Richard Schneider, in his Nachrichtenportal at Alexander von Obert’s Übersetzerportal, reports that the course for translators and interpreters at the Fachhochschule in Munich is being closed.
The report is long and quotes both Dr. Anne Hueglin, the American who is the professor in charge of the program (she is a professor of English in the economics department), and a former student, Tanja Burger. Here’s the department’s website.
A Fachhochschule is rather like a polytechnic in Britain, before they were converted into universities. It doesn’t have quite the cachet of a university, but it is not far off. It tends to be more oriented towards the working world. FHs call themselves ‘University of Applied Sciences’, which is misleading, because they don’t just do sciences, nor can what they do automatically be defined as ‘applied’.
This FH has the peculiarity, though, that for its diploma, instead of offering a four-year course, it offers a two-year course, the first two years of study being done at one of the five Fachakademien in Bavaria. At A Fachakademie a student can, in two or three years, study for the Staatsprüfung für Übersetzer und Dolmetscher. This qualification in most Länder (states) of Germany qualifies a student to be a certified translator and/or interpreter for the courts. In Bavaria it functions as a final exam for these colleges too.
FAKs (at the SDI in Munich they pronounce it F – A – K, but in Erlangen we pronounced it you-know-how) in Erlangen, Munich – SDI and FIM, Würzburg and Kempten. (I won’t say which website is best).
So the FH had to persuade people it was worth studying for two more years to get the diploma.
I taught at a Fachakademie for twenty years, so I often heard about the Fachhochschule. One of the things I liked best about the FAK was the amount of useful special-subject and background studies courses given. For instance, someone who did English and law would do a German course in law and some two-language law courses, legal translation classes EN>DE and DE>EN, liaison interpreting with a legal basis (and voluntarily also consecutive interpreting), and at-sight legal translation. (The FH only does technology or economics).
One of the things I liked least was the recurring feedback from many students that what they were doing wasn’t worth doing, and I see that Tanja Burger’s account says that she didn’t have much self-confidence after finishing at the FAK (the SDI in Munich), whereas after the FH she had the confidence to start her own translation business. And qualifications are very important in Germany.
Then again, it depends on the individual and the market situation. I don’t know how many students of translation at the more traditional university courses get in-house translation jobs nowadays – there are certainly some of those around that only take students from Mainz-Germersheim or Saarbrücken or Heidelberg, but the number of in-house positions has much decreased.
Maybe it’s no coincidence that the SDI – with an incredibly long 172pp brochure in Eng. – and the FIM are on opposite sides of coffee-house connoisseur’s Amalienstraße in Munich Schwabing, a place also well-known for its night-life.
Weinfest-revelling Würzburg and Kempten in Allgäu dairyland are not places I would normally associate with such courses – but interesting websites all the same.

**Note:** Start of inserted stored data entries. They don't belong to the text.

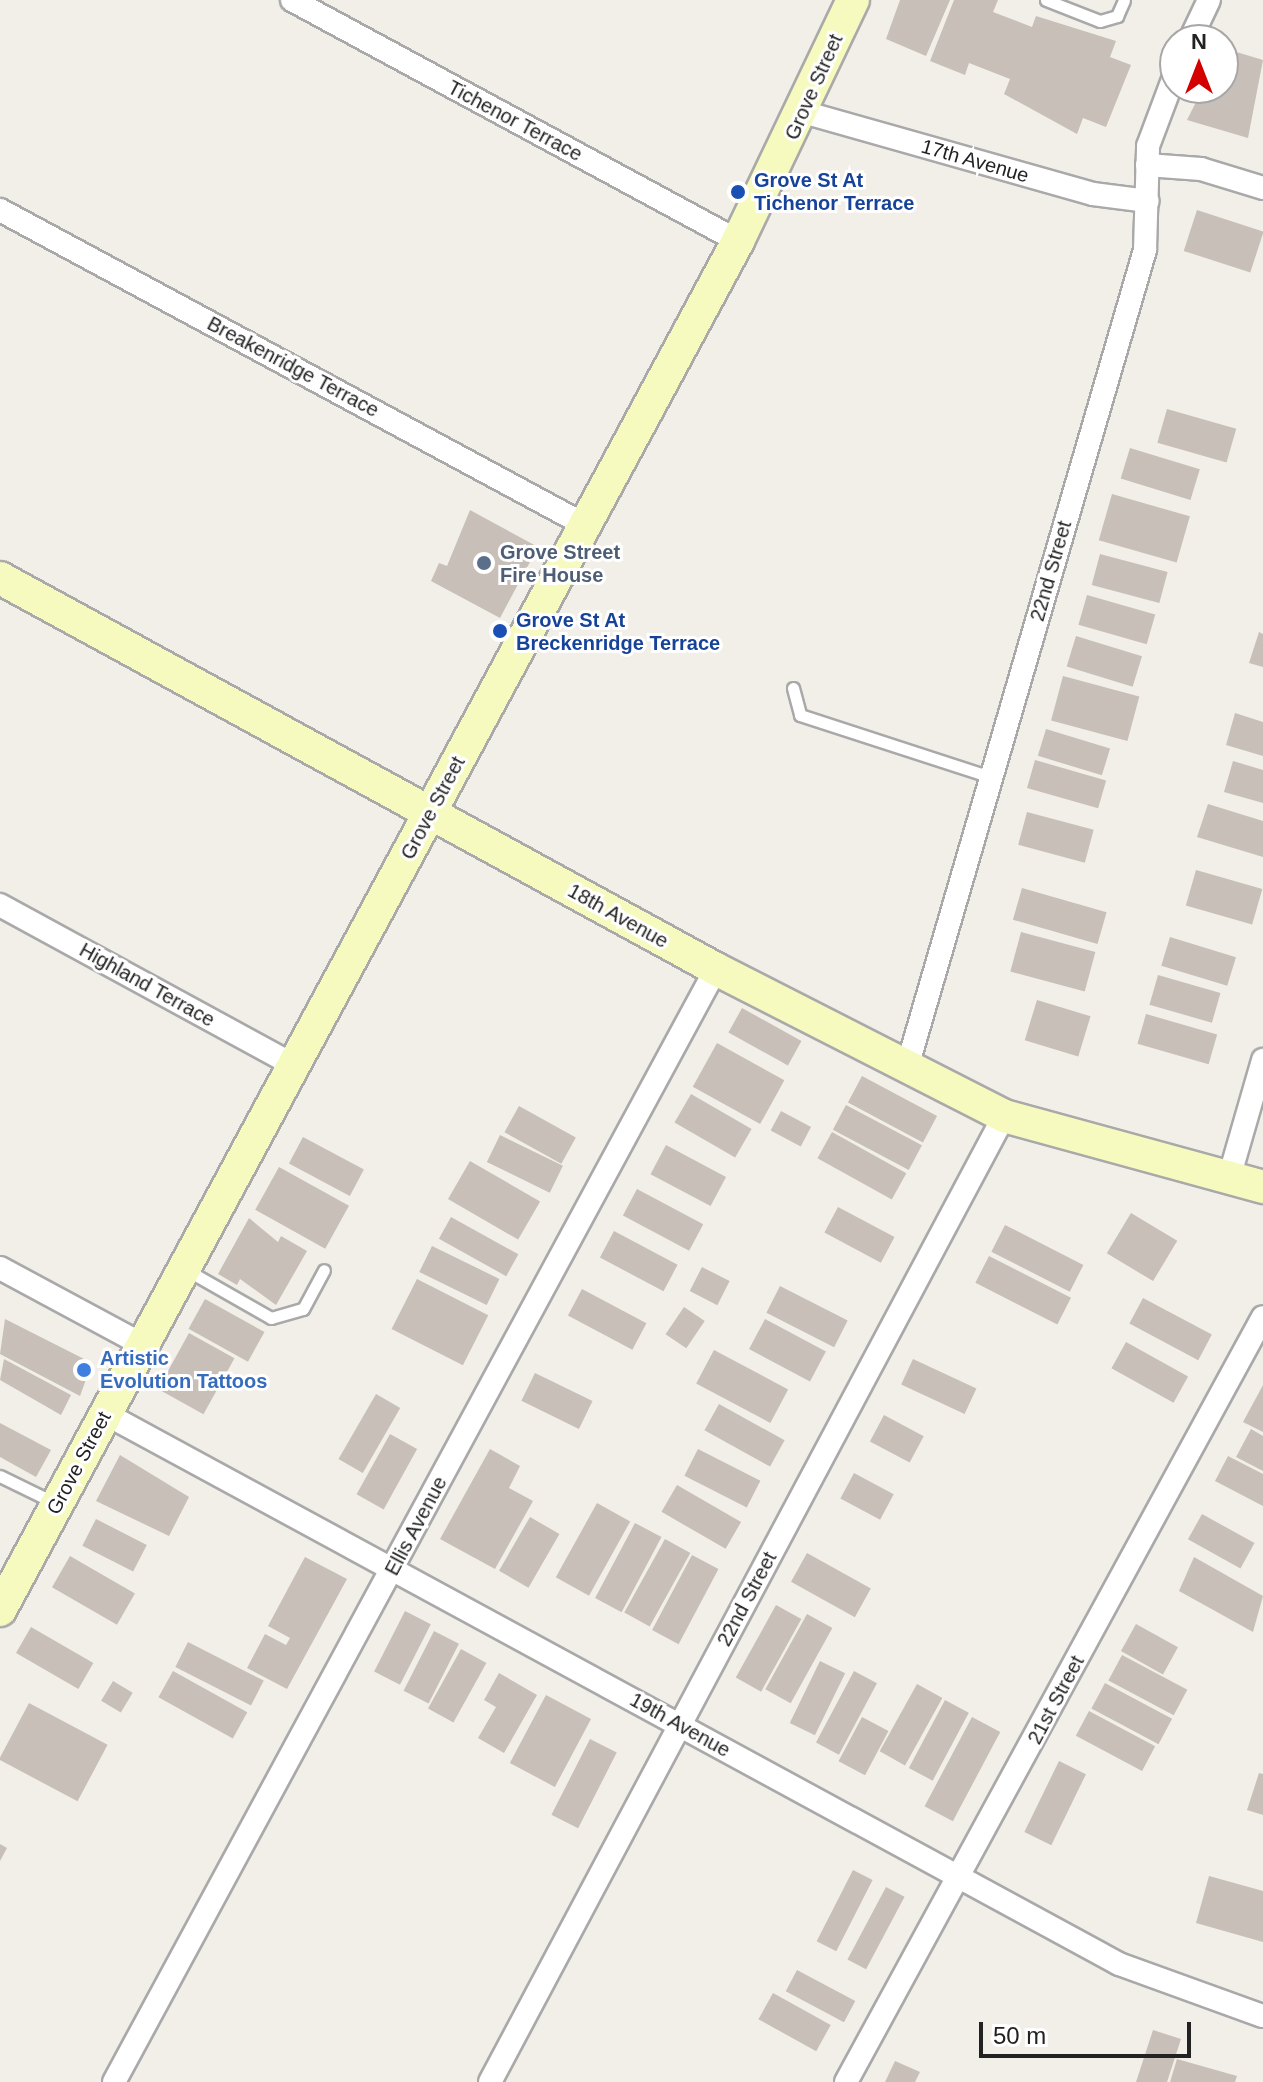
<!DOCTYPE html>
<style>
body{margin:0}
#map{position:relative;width:1263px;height:2082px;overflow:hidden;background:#f2efe9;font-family:Helvetica,sans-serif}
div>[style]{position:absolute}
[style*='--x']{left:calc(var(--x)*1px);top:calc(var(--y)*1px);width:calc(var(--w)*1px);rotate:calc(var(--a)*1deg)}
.building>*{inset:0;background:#c7bfb8;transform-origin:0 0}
.roads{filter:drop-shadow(2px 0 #a9a9a9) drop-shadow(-2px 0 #a9a9a9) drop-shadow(0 2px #a9a9a9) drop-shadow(0 -2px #a9a9a9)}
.service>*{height:11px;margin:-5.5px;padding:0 5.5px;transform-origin:5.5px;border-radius:5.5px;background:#fff}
.minor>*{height:22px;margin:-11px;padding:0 11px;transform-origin:11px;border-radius:11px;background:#fff}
.secondary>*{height:32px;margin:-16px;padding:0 16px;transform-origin:16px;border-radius:16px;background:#f7fabf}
.dots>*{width:22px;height:22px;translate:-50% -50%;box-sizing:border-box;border:4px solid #fff;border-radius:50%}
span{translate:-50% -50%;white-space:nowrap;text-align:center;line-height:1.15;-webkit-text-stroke:6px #fff;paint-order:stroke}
.street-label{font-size:20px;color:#222}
.transit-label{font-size:20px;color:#164399;font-weight:700}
.left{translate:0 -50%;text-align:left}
.service-label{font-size:20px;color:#4e5e75;font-weight:700}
.shop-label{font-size:20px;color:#366cbe;font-weight:700}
.north{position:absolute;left:1159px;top:24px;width:80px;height:80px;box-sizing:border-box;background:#fff;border:2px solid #a7a7a7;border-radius:50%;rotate:0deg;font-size:22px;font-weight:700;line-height:32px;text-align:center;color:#222}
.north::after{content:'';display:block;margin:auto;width:28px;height:36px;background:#d40000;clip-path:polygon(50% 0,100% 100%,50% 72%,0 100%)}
.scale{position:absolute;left:979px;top:2022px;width:212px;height:36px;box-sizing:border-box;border:4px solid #222;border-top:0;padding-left:10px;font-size:24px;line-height:28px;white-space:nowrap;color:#222;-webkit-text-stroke:6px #fff;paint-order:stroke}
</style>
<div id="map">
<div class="building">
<div style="clip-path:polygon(900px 0,950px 0,926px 56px,886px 39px)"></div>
<div style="clip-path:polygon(954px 0,998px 0,993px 12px,1032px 27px,1036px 16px,1116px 41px,1110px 57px,1131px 65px,1106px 127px,1083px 118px,1077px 134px,1004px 94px,1010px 79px,969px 63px,965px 75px,930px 61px)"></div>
<div style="clip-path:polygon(1223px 48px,1263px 60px,1248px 138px,1187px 120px,1203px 88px,1223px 88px)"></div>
<div style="left:1197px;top:210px;width:70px;height:43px;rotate:18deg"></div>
<div style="left:1167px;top:409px;width:72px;height:35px;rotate:16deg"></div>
<div style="left:1130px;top:448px;width:73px;height:32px;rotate:17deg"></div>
<div style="left:1112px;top:494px;width:81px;height:48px;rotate:16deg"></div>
<div style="clip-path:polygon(470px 510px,538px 547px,500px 618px,431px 581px,439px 563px,447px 566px)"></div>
<div style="left:1100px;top:554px;width:70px;height:32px;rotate:15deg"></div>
<div style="left:1087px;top:595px;width:71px;height:31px;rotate:16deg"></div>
<div style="clip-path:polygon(1259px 632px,1263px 634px,1263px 667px,1249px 663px)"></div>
<div style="left:1076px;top:636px;width:69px;height:32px;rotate:17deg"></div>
<div style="left:1063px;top:676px;width:79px;height:46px;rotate:15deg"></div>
<div style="clip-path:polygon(1235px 713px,1263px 722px,1263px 756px,1226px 745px)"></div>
<div style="left:1046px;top:729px;width:67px;height:28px;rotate:17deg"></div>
<div style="left:1035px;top:760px;width:74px;height:29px;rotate:16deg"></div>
<div style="clip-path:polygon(1233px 761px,1263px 770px,1263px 803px,1224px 792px)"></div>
<div style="clip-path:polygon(1208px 804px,1263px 821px,1263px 857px,1197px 837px)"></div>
<div style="left:1027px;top:812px;width:69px;height:34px;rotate:15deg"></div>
<div style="left:1196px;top:870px;width:69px;height:37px;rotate:16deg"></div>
<div style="left:1022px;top:888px;width:88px;height:33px;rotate:16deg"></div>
<div style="left:1021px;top:932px;width:77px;height:41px;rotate:15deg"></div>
<div style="left:1170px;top:937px;width:69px;height:30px;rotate:17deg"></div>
<div style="left:1158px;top:975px;width:65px;height:31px;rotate:16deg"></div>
<div style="left:1037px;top:1000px;width:56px;height:42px;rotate:17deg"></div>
<div style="left:742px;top:1008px;width:68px;height:28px;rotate:29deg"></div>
<div style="left:1146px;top:1014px;width:74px;height:31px;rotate:16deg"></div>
<div style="left:717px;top:1043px;width:77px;height:50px;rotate:29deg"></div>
<div style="left:862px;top:1076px;width:85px;height:30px;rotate:28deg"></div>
<div style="left:691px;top:1094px;width:70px;height:33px;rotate:30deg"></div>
<div style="left:846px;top:1105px;width:86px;height:28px;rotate:28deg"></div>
<div style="left:519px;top:1106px;width:65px;height:30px;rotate:29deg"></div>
<div style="left:781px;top:1111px;width:34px;height:22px;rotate:28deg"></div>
<div style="left:832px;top:1132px;width:85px;height:30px;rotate:29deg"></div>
<div style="left:500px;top:1135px;width:70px;height:30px;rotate:26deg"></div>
<div style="left:303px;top:1137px;width:69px;height:30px;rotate:28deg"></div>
<div style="left:666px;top:1145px;width:68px;height:33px;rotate:28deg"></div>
<div style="left:470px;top:1161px;width:81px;height:44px;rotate:30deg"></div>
<div style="left:279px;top:1167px;width:80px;height:49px;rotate:29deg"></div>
<div style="left:637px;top:1189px;width:75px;height:30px;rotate:28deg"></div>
<div style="left:838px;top:1207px;width:64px;height:29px;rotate:28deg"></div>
<div style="left:1131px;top:1213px;width:54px;height:47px;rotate:31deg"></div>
<div style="left:451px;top:1217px;width:77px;height:25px;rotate:29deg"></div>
<div style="clip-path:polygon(249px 1218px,278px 1242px,281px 1236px,307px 1251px,276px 1305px,240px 1279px,237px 1285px,218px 1274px)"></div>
<div style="left:1005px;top:1225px;width:88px;height:30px;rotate:27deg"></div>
<div style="left:614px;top:1231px;width:72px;height:30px;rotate:28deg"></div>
<div style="left:432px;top:1246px;width:75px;height:29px;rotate:26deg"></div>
<div style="left:989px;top:1256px;width:92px;height:30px;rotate:27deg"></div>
<div style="left:702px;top:1267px;width:31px;height:27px;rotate:27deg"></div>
<div style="left:417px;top:1279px;width:80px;height:56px;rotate:27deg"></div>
<div style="left:780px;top:1286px;width:76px;height:30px;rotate:27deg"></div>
<div style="left:582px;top:1289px;width:73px;height:30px;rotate:28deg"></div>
<div style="left:1143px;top:1298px;width:78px;height:29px;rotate:28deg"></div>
<div style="left:205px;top:1299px;width:68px;height:34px;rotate:29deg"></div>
<div style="left:684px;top:1307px;width:25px;height:33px;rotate:34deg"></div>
<div style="clip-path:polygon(5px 1319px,92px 1363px,80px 1396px,0 1354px)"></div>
<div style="left:765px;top:1319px;width:69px;height:34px;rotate:28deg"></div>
<div style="left:189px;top:1333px;width:52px;height:64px;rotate:29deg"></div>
<div style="left:1126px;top:1342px;width:71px;height:30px;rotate:29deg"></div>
<div style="left:714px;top:1350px;width:84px;height:38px;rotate:28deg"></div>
<div style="clip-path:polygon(4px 1359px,71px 1395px,61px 1415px,0 1380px)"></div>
<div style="left:913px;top:1359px;width:70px;height:28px;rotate:25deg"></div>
<div style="left:535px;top:1373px;width:64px;height:31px;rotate:26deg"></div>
<div style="clip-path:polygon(1263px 1385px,1263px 1432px,1243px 1422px)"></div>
<div style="left:376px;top:1394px;width:28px;height:75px;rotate:30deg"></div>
<div style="left:719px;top:1404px;width:75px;height:30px;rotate:29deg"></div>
<div style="left:884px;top:1415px;width:45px;height:30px;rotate:28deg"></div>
<div style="clip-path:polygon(0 1423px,51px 1450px,36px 1477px,0 1457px)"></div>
<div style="clip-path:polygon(1251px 1429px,1263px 1436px,1263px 1471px,1236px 1457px)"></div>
<div style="left:390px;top:1434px;width:31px;height:69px;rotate:29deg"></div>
<div style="clip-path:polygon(490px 1449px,520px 1466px,509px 1488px,533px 1501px,495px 1569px,440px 1539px)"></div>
<div style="left:698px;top:1449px;width:70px;height:30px;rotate:27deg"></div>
<div style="clip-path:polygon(120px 1455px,189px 1497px,169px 1536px,96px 1501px)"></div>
<div style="clip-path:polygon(1228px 1456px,1263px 1474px,1263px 1506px,1215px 1481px)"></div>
<div style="left:854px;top:1473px;width:45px;height:29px;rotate:28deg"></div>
<div style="left:677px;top:1485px;width:74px;height:31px;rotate:30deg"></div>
<div style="left:597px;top:1503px;width:38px;height:85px;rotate:29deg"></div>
<div style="left:1202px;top:1514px;width:60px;height:29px;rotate:29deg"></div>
<div style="left:530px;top:1517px;width:34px;height:62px;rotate:30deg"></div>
<div style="left:96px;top:1519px;width:57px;height:30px;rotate:27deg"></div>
<div style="left:635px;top:1523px;width:30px;height:85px;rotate:28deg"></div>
<div style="left:665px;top:1539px;width:29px;height:84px;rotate:29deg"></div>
<div style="left:807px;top:1553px;width:73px;height:33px;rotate:29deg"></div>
<div style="left:692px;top:1555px;width:30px;height:85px;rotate:28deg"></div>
<div style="left:70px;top:1556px;width:75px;height:36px;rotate:30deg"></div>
<div style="clip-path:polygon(305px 1557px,347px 1579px,287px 1689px,247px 1668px,265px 1634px,286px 1645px,290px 1638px,268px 1626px)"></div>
<div style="clip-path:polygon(1194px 1557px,1263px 1596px,1253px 1632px,1179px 1591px)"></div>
<div style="left:776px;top:1605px;width:29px;height:83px;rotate:29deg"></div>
<div style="left:405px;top:1611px;width:29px;height:68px;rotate:27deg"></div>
<div style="left:807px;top:1614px;width:29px;height:86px;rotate:29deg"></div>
<div style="left:1136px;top:1624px;width:48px;height:31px;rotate:29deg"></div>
<div style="left:31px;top:1627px;width:72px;height:30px;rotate:30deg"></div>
<div style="left:434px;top:1631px;width:28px;height:67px;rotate:27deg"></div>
<div style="left:188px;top:1642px;width:85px;height:28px;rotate:27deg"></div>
<div style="left:461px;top:1649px;width:29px;height:68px;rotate:29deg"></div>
<div style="left:1122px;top:1655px;width:74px;height:29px;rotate:28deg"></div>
<div style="left:820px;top:1661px;width:28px;height:69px;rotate:26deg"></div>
<div style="left:173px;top:1671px;width:85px;height:30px;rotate:29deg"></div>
<div style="left:854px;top:1671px;width:26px;height:81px;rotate:28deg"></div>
<div style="clip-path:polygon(499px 1673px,537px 1695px,504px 1753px,478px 1738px,496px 1707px,484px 1700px)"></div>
<div style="left:113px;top:1681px;width:23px;height:23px;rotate:31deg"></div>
<div style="left:1105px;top:1683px;width:76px;height:29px;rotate:28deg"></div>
<div style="left:917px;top:1684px;width:29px;height:77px;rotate:29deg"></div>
<div style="left:546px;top:1695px;width:51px;height:77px;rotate:28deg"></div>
<div style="left:945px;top:1700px;width:27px;height:77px;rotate:28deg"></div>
<div style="left:29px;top:1703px;width:89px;height:64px;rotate:28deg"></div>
<div style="left:1089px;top:1711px;width:75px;height:28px;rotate:28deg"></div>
<div style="left:862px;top:1717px;width:30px;height:50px;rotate:28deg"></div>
<div style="left:972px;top:1717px;width:32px;height:101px;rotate:28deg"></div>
<div style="left:590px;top:1739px;width:30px;height:85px;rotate:27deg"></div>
<div style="left:1059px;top:1761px;width:30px;height:79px;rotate:26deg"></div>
<div style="clip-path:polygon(1259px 1773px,1263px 1774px,1263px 1815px,1247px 1810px)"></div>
<div style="clip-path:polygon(0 1844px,7px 1848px,0 1861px)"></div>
<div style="left:853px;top:1870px;width:22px;height:80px;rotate:27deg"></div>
<div style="clip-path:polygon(1209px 1876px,1263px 1891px,1263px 1942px,1196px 1923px)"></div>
<div style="left:886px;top:1887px;width:21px;height:82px;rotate:28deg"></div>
<div style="left:797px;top:1970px;width:66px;height:24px;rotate:28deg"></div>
<div style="left:773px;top:1993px;width:66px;height:30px;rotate:29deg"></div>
<div style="clip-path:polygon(1153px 2030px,1181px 2039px,1167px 2082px,1136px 2082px)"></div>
<div style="clip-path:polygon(1177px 2059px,1237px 2076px,1235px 2082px,1170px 2082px)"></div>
<div style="clip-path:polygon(895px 2061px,920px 2072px,915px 2082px,885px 2082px)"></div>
</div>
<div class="roads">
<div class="service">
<div style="--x:1046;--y:0;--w:58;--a:21.3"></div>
<div style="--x:1100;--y:21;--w:18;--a:-16"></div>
<div style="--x:1117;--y:16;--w:17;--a:-66"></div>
<div style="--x:793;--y:688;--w:28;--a:75"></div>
<div style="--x:800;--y:715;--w:201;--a:18"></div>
<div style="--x:185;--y:1269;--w:99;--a:29.7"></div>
<div style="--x:271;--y:1318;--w:33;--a:-16"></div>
<div style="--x:303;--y:1309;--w:44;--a:-61.7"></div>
<div style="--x:0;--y:1476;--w:59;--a:26.1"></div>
</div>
<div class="minor">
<div style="--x:292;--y:0;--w:507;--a:28.38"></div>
<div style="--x:1190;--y:40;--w:44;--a:-64.6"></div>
<div style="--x:803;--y:112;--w:301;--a:15.8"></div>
<div style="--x:1093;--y:194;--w:55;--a:7.3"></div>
<div style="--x:1147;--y:165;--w:54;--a:4.2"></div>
<div style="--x:1201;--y:169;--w:65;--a:17"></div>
<div style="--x:0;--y:210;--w:664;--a:28.3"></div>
<div style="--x:0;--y:905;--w:335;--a:28.6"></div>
<div style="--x:907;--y:1067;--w:851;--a:-73.76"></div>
<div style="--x:1145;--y:250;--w:104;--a:-88.3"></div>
<div style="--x:1148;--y:146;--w:77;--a:-69.4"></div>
<div style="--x:1229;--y:1178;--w:123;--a:-73.9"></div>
<div style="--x:0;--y:1268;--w:162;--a:28.3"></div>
<div style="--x:106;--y:1414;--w:1153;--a:28.5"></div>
<div style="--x:1119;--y:1964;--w:153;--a:19.9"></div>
<div style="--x:114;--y:2082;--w:1265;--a:-61.59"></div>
<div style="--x:490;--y:2082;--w:1094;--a:-61.98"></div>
<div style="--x:846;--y:2082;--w:871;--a:-61.41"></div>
</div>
<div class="secondary">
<div style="--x:0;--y:578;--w:816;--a:28.64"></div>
<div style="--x:716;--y:969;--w:323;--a:27"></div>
<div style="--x:1004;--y:1116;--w:269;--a:15.3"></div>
<div style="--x:0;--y:1610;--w:1555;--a:-61.67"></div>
<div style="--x:738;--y:241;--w:267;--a:-64.5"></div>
</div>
</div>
<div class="dots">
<div style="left:738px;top:192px;background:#1a4fb4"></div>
<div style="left:484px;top:563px;background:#5c6f8a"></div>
<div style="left:500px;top:631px;background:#1a4fb4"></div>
<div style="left:84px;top:1370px;background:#3f7fe0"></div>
</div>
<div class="street-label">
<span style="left:814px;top:87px;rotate:-66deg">Grove Street</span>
<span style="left:515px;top:121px;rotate:28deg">Tichenor Terrace</span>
<span style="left:975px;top:161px;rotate:16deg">17th Avenue</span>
<span style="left:293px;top:367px;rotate:28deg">Breakenridge Terrace</span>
<span style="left:1051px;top:571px;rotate:-74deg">22nd Street</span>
<span style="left:433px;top:808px;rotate:-62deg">Grove Street</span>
<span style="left:618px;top:916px;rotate:29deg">18th Avenue</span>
<span style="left:147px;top:985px;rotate:29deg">Highland Terrace</span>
<span style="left:79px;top:1463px;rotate:-62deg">Grove Street</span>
<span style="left:416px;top:1526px;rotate:-62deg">Ellis Avenue</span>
<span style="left:747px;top:1599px;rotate:-62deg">22nd Street</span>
<span style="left:1056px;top:1700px;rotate:-62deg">21st Street</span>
<span style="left:680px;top:1725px;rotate:29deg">19th Avenue</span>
</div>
<div class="transit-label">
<span class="left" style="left:754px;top:192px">Grove St At<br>Tichenor Terrace</span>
<span class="left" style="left:516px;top:632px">Grove St At<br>Breckenridge Terrace</span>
</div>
<div class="service-label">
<span class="left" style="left:500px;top:564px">Grove Street<br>Fire House</span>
</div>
<div class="shop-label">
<span class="left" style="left:100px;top:1370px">Artistic<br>Evolution Tattoos</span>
</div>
<div class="north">N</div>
<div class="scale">50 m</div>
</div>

I doubt paper trans. quals. are needed even in Germany to run a trans. & interpreting agency. Certainly, back in the UK, there are non-linguists running the show – no comment on the business practices used, as they are well known in some cases.
Paper qualifications would help, and would probably be necessary to get a different job if the agency didn’t work out.
These Fachakademien are nearly all private, but state-recognized. This means they charge fees, just to cover their costs (they aren’t allowed to make a profit, and the Bavarian government pays money to students to cover daily attendance). The fees are not high, but they are regarded as astronomical. However, the FIM is run by the City of Munich, and both it and the FH charge no fees. Hence you get a situation in Munich where the FIM might be more attractive to students. Similarly, if the FH offered the Grundstudium or first two years, it would threaten the FAKs.
They were talking recently about offering people who went first to FAK and then to FH some kind of B.A. I suspect the FH didn’t get enough students, in any case, but I don’t know.
I don’t know if the SDI brochure you refer to includes the timetable of lessons, but I think the Erlangen one (probably not available online) is the same kind of length. They have two colleges, the Fachakademie for translators and interpreters and the Berufsfachschule for bilingual secretaries, and after explaining both systems and adding information and publications for teachers, that’s the length it turns out.